■ About this exercise: The lines to copy are those with "joined" in them. Pull each one from the entries below.

■ Records supplied:
* * *
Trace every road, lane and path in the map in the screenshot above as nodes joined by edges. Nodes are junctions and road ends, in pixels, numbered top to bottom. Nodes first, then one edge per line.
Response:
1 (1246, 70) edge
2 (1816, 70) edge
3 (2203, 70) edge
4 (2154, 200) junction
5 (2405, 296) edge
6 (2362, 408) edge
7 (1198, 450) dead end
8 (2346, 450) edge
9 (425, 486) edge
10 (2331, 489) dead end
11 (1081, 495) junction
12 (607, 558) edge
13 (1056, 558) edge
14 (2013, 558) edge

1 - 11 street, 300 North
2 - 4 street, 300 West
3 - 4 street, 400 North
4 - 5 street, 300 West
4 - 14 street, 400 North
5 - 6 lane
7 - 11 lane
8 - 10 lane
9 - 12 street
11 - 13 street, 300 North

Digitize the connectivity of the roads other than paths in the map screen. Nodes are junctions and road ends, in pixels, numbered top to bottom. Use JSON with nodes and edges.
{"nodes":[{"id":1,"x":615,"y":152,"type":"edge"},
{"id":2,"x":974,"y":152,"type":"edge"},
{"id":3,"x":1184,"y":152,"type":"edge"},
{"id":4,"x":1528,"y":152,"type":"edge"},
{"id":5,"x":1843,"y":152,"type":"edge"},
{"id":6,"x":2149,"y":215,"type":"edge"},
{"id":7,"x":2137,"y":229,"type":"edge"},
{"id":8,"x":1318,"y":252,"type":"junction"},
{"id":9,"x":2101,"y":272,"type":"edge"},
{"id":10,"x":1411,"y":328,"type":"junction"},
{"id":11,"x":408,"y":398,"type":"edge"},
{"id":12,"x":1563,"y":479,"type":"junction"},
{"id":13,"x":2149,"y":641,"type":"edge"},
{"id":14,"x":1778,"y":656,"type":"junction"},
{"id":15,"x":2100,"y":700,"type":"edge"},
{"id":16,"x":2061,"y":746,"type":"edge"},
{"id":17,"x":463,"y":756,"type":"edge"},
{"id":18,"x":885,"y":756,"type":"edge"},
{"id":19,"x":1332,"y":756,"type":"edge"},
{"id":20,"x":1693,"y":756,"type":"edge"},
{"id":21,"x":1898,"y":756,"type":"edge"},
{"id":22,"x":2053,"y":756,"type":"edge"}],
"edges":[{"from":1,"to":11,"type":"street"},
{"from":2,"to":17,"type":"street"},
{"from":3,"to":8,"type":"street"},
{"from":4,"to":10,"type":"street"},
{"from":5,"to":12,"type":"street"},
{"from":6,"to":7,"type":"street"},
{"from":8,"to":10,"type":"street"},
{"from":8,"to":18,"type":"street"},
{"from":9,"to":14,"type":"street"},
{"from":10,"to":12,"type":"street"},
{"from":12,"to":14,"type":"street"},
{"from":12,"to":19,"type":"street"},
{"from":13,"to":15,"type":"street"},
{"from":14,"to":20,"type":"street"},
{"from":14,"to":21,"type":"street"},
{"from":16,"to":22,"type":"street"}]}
* * *
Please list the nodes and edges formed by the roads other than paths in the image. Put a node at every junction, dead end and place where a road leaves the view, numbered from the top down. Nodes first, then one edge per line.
* * *
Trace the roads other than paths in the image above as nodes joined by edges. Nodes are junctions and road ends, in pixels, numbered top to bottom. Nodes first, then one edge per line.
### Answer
* * *
■ Answer for this exercise:
Trace every road, lane and path in the map in the screenshot above as nodes joined by edges. Nodes are junctions and road ends, in pixels, numbered top to bottom. Nodes first, then one edge per line.
Trace the roads other than paths in the image above as nodes joined by edges. Nodes are junctions and road ends, in pixels, numbered top to bottom. Nodes first, then one edge per line.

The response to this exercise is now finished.